> [Instructions for the task] What lines in the material hold the string "pixels"? Copy out each of them.
---
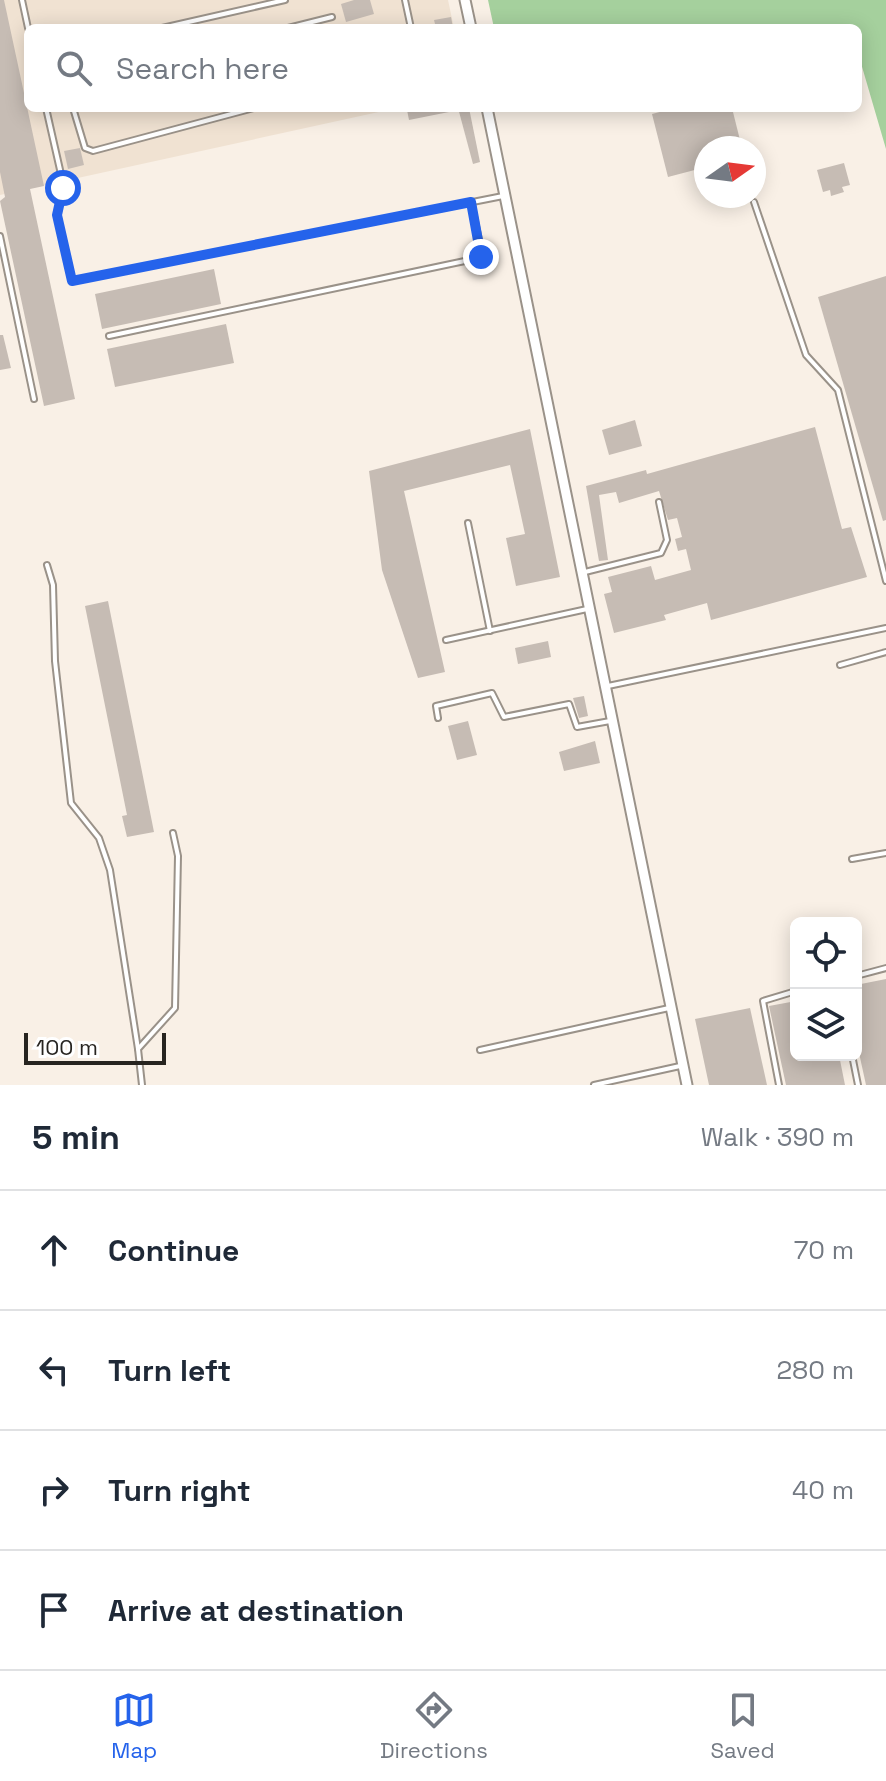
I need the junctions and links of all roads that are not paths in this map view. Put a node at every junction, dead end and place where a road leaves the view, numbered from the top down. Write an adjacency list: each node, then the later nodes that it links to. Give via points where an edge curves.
1 (22, 0): 6 (lane)
2 (285, 0): 7 (lane)
3 (405, 0): 9 (lane)
4 (465, 0): 10 (street)
5 (332, 17): 8 (lane)
6 (27, 24)
7 (180, 24)
8 (304, 24)
9 (410, 24)
10 (470, 24)
11 (47, 112): 16 (lane, via 63,183 57,215 72,281)
12 (74, 112): 13 (lane, via 85,148 93,151)
13 (239, 112)
14 (488, 112): 15 (street)
15 (505, 196): 16 (lane); 24 (street)
16 (471, 202): 19 (lane, via 479,258)
17 (756, 208): 25 (lane, via 806,355 838,390)
18 (0, 236): 20 (lane)
19 (109, 336)
20 (34, 399)
21 (659, 502): 24 (lane, via 667,540 661,553)
22 (468, 523): 28 (lane)
23 (47, 565): 42 (lane, via 71,803 99,838 110,870)
24 (582, 572): 26 (street)
25 (886, 581)
26 (590, 609): 28 (lane); 32 (street)
27 (886, 628): 32 (lane)
28 (490, 631): 29 (lane)
29 (446, 640)
30 (886, 652): 31 (lane)
31 (840, 665)
32 (606, 687): 34 (street)
33 (438, 718): 34 (lane, via 436,706 492,693 504,717 569,704 577,727)
34 (612, 721): 41 (street)
35 (173, 833): 42 (lane, via 178,871 175,1008)
36 (886, 853): 37 (lane)
37 (852, 859)
38 (886, 968): 39 (lane)
39 (862, 974)
40 (790, 993): 49 (lane, via 763,1001)
41 (671, 1008): 43 (lane); 45 (street)
42 (138, 1049): 46 (lane)
43 (480, 1050)
44 (853, 1061): 50 (lane)
45 (683, 1065): 47 (lane); 48 (street)
46 (142, 1085)
47 (594, 1085)
48 (687, 1085)
49 (779, 1085)
50 (858, 1085)

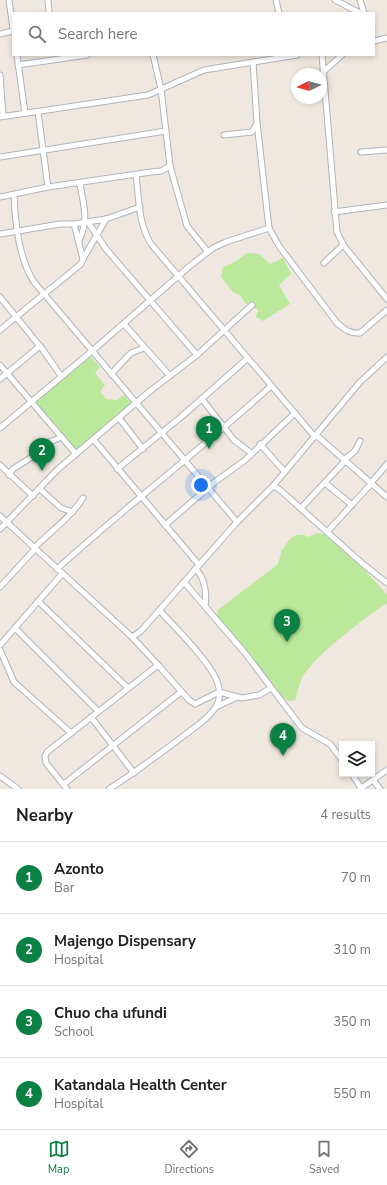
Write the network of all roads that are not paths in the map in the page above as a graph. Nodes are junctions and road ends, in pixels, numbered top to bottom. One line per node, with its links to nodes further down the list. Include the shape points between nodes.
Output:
1 (9, 0): 10 (street)
2 (48, 0): 6 (street)
3 (276, 0): 7 (street)
4 (336, 0): 8 (street)
5 (360, 0): 9 (street)
6 (49, 12)
7 (279, 12)
8 (358, 12)
9 (364, 12)
10 (12, 22)
11 (12, 30): 12 (street)
12 (0, 34)
13 (387, 38): 14 (street)
14 (375, 41)
15 (17, 56): 23 (street)
16 (80, 56): 23 (street)
17 (153, 56): 27 (street)
18 (289, 56): 21 (street)
19 (322, 56): 24 (street)
20 (341, 56): 25 (street)
21 (266, 57): 22 (street)
22 (253, 62): 27 (street, via 204,70); 32 (street)
23 (18, 65): 30 (street)
24 (323, 68)
25 (327, 68)
26 (0, 75): 31 (street)
27 (161, 89): 29 (street, via 148,95); 33 (street)
28 (326, 104): 47 (street)
29 (38, 112): 30 (street); 36 (street)
30 (25, 113): 31 (street)
31 (1, 117)
32 (257, 123): 34 (street, via 252,132); 51 (street)
33 (166, 131): 36 (street); 39 (street)
34 (224, 135)
35 (387, 150): 37 (street)
36 (43, 151): 38 (street); 42 (street)
37 (361, 152)
38 (0, 157)
39 (170, 166): 40 (street, via 161,171); 57 (street, via 187,226)
40 (136, 175): 41 (street); 46 (street)
41 (80, 184): 42 (street); 49 (street)
42 (48, 187): 43 (street)
43 (14, 195): 44 (street); 52 (street)
44 (0, 197)
45 (387, 205): 47 (street)
46 (140, 206): 48 (street); 60 (street, via 144,232)
47 (334, 212): 56 (street, via 337,232)
48 (106, 219): 49 (street); 54 (street)
49 (87, 222): 50 (street); 54 (street); 55 (street)
50 (74, 224): 52 (street); 55 (street)
51 (268, 228): 57 (street, via 226,242); 66 (street, via 337,323 346,330 355,334 360,333)
52 (18, 231): 53 (street); 61 (street, via 25,266)
53 (0, 234)
54 (96, 235): 58 (street); 64 (street)
55 (79, 241): 58 (street)
56 (344, 245): 59 (street); 63 (street)
57 (208, 252): 60 (street)
58 (83, 259): 61 (street, via 77,269)
59 (324, 264)
60 (178, 276): 64 (street); 70 (street)
61 (45, 294): 67 (street); 74 (street)
62 (0, 297): 67 (street)
63 (387, 299)
64 (151, 300): 68 (street); 76 (street)
65 (252, 305): 70 (street)
66 (387, 310)
67 (16, 316): 69 (street); 72 (street)
68 (124, 324): 71 (street); 74 (street)
69 (0, 330)
70 (225, 331): 76 (street); 77 (street)
71 (137, 340): 73 (street); 75 (street)
72 (40, 346): 80 (street); 82 (street)
73 (144, 348): 75 (street); 83 (street)
74 (92, 351): 81 (street); 82 (street)
75 (131, 353): 81 (street)
76 (197, 355): 83 (street)
77 (248, 358): 85 (street); 86 (street)
78 (386, 359): 94 (street, via 360,382)
79 (0, 365): 80 (street)
80 (7, 373): 84 (street); 87 (street)
81 (111, 374): 88 (street)
82 (61, 376): 87 (street)
83 (170, 376): 88 (street)
84 (0, 379)
85 (271, 386): 89 (street); 91 (street)
86 (202, 399): 91 (street); 93 (street)
87 (31, 402): 92 (street); 95 (street)
88 (137, 403): 90 (street); 93 (street)
89 (295, 413): 94 (street); 98 (street)
90 (119, 418): 96 (street); 99 (street)
91 (224, 427): 100 (street, via 234,440); 102 (street)
92 (0, 428)
93 (162, 433): 99 (street); 102 (street)
94 (316, 436): 103 (street); 107 (street)
95 (62, 437): 101 (street); 108 (street, via 42,445 32,457 13,469)
96 (94, 440): 101 (street); 106 (street)
97 (360, 441): 103 (street, via 355,451)
98 (260, 444): 100 (street); 107 (street)
99 (143, 449): 106 (street)
100 (251, 453): 112 (street)
101 (76, 454): 113 (street)
102 (187, 460): 112 (street); 115 (street)
103 (344, 461): 109 (street); 110 (street)
104 (387, 464): 110 (street)
105 (0, 465): 108 (street)
106 (117, 469): 115 (street)
107 (284, 471): 111 (street)
108 (9, 475): 114 (street)
109 (326, 483): 118 (street); 119 (street)
110 (371, 483): 116 (street); 118 (street)
111 (273, 486): 119 (street); 122 (street)
112 (209, 487): 122 (street); 124 (street)
113 (40, 489): 114 (street); 120 (street, via 60,508)
114 (33, 496): 123 (street)
115 (140, 496): 124 (street); 129 (street)
116 (387, 497)
117 (83, 498): 120 (street)
118 (352, 505): 126 (street)
119 (301, 508): 126 (street)
120 (73, 512): 127 (street)
121 (0, 516): 123 (street)
122 (237, 522): 128 (street)
123 (8, 523): 125 (street); 127 (street)
124 (165, 525): 128 (street)
125 (0, 529)
126 (327, 532): 132 (street)
127 (34, 548): 129 (street); 133 (street)
128 (197, 567): 131 (street); 135 (street, via 202,579)
129 (57, 569): 130 (street)
130 (62, 574): 134 (street); 138 (street)
131 (184, 582): 135 (street); 136 (street)
132 (387, 583)
133 (0, 587)
134 (38, 601): 137 (street); 142 (street)
135 (205, 606): 143 (street)
136 (160, 610): 138 (street); 145 (street, via 211,671)
137 (14, 628): 139 (street); 148 (street)
138 (132, 637): 141 (street)
139 (0, 645)
140 (0, 650): 150 (street, via 14,682)
141 (158, 665): 142 (street); 144 (street)
142 (128, 688): 148 (street)
143 (271, 688): 146 (street, via 256,696); 152 (street, via 302,728 330,744)
144 (181, 692): 145 (street, via 195,704); 151 (street)
145 (219, 692): 146 (street); 147 (street)
146 (235, 698): 147 (street)
147 (215, 707): 153 (street, via 194,728)
148 (98, 711): 149 (street)
149 (91, 717): 150 (street); 151 (street)
150 (71, 734): 158 (street, via 44,756 46,763)
151 (112, 745): 153 (street); 158 (street)
152 (339, 756)
153 (134, 773): 162 (street)
154 (386, 773): 157 (street)
155 (0, 776): 160 (street)
156 (354, 777): 159 (street)
157 (373, 780): 159 (street); 163 (street)
158 (64, 784): 161 (street)
159 (361, 788)
160 (18, 789)
161 (67, 789)
162 (109, 789)
163 (380, 789)

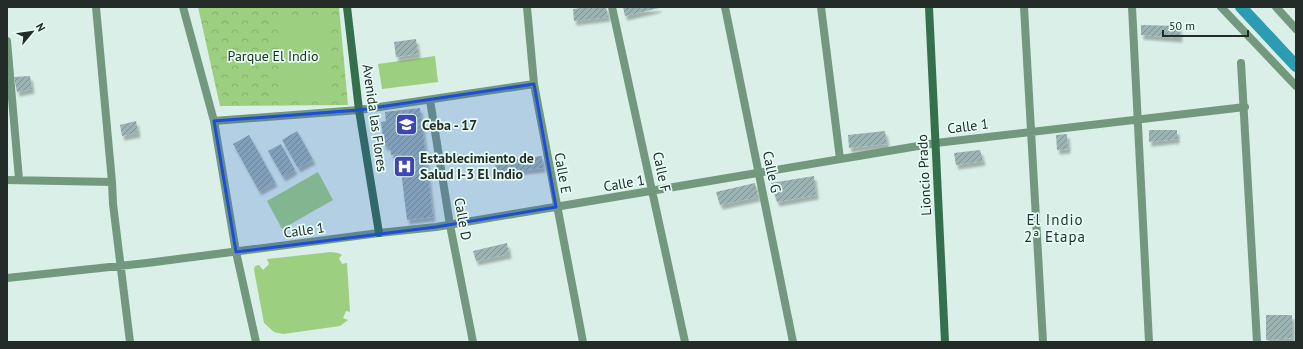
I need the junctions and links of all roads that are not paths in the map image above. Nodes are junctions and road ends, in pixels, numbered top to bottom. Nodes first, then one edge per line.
1 (96, 7) edge
2 (183, 7) edge
3 (347, 7) edge
4 (526, 7) edge
5 (612, 7) edge
6 (725, 7) edge
7 (821, 7) edge
8 (929, 7) edge
9 (1024, 7) edge
10 (1132, 7) edge
11 (1221, 7) edge
12 (1276, 7) edge
13 (1296, 29) edge
14 (7, 40) edge
15 (1241, 63) dead end
16 (534, 84) junction
17 (1296, 86) edge
18 (430, 100) junction
19 (1245, 107) junction
20 (360, 110) junction
21 (1137, 120) junction
22 (214, 121) junction
23 (1031, 132) junction
24 (936, 143) junction
25 (840, 159) junction
26 (759, 173) junction
27 (19, 179) junction
28 (7, 180) edge
29 (112, 182) junction
30 (653, 191) junction
31 (556, 207) junction
32 (450, 225) junction
33 (379, 233) junction
34 (236, 252) junction
35 (120, 266) junction
36 (7, 278) edge
37 (130, 342) edge
38 (256, 342) edge
39 (472, 342) edge
40 (583, 342) edge
41 (685, 342) edge
42 (793, 342) edge
43 (945, 342) edge
44 (1043, 342) edge
45 (1149, 342) edge
46 (1257, 342) edge

1 - 29 street
2 - 22 street
3 - 20 street, Avenida las Flores
4 - 16 street, Calle E
5 - 30 street, Calle F
6 - 26 street, Calle G
7 - 25 street
8 - 24 street, Lioncio Prado
9 - 23 street
10 - 21 street
11 - 17 street
12 - 13 street
14 - 27 street
15 - 19 street
16 - 18 street
16 - 31 street, Calle E
18 - 20 street
18 - 32 street, Calle D
19 - 21 street, Calle 1
19 - 46 street
20 - 22 street
20 - 33 street, Avenida las Flores
21 - 23 street, Calle 1
21 - 45 street
22 - 34 street
23 - 24 street, Calle 1
23 - 44 street
24 - 25 street, Calle 1
24 - 43 street, Lioncio Prado
25 - 26 street, Calle 1
26 - 30 street, Calle 1
26 - 42 street, Calle G
27 - 28 street
27 - 29 street
29 - 35 street
30 - 31 street, Calle 1
30 - 41 street, Calle F
31 - 32 street, Calle 1
31 - 40 street, Calle E
32 - 33 street, Calle 1
32 - 39 street, Calle D
33 - 34 street, Calle 1
34 - 35 street, Calle 1
34 - 38 street
35 - 36 street, Calle 1
35 - 37 street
---
> [Solution to the exercise]
Write the network of all roads that are not paths in the map in the page above as a graph. Nodes are junctions and road ends, in pixels, numbered top to bottom. One line per node, with its links to nodes further down the list. Include the shape points between nodes.
I need the junctions and links of all roads that are not paths in the map image above. Nodes are junctions and road ends, in pixels, numbered top to bottom. Nodes first, then one edge per line.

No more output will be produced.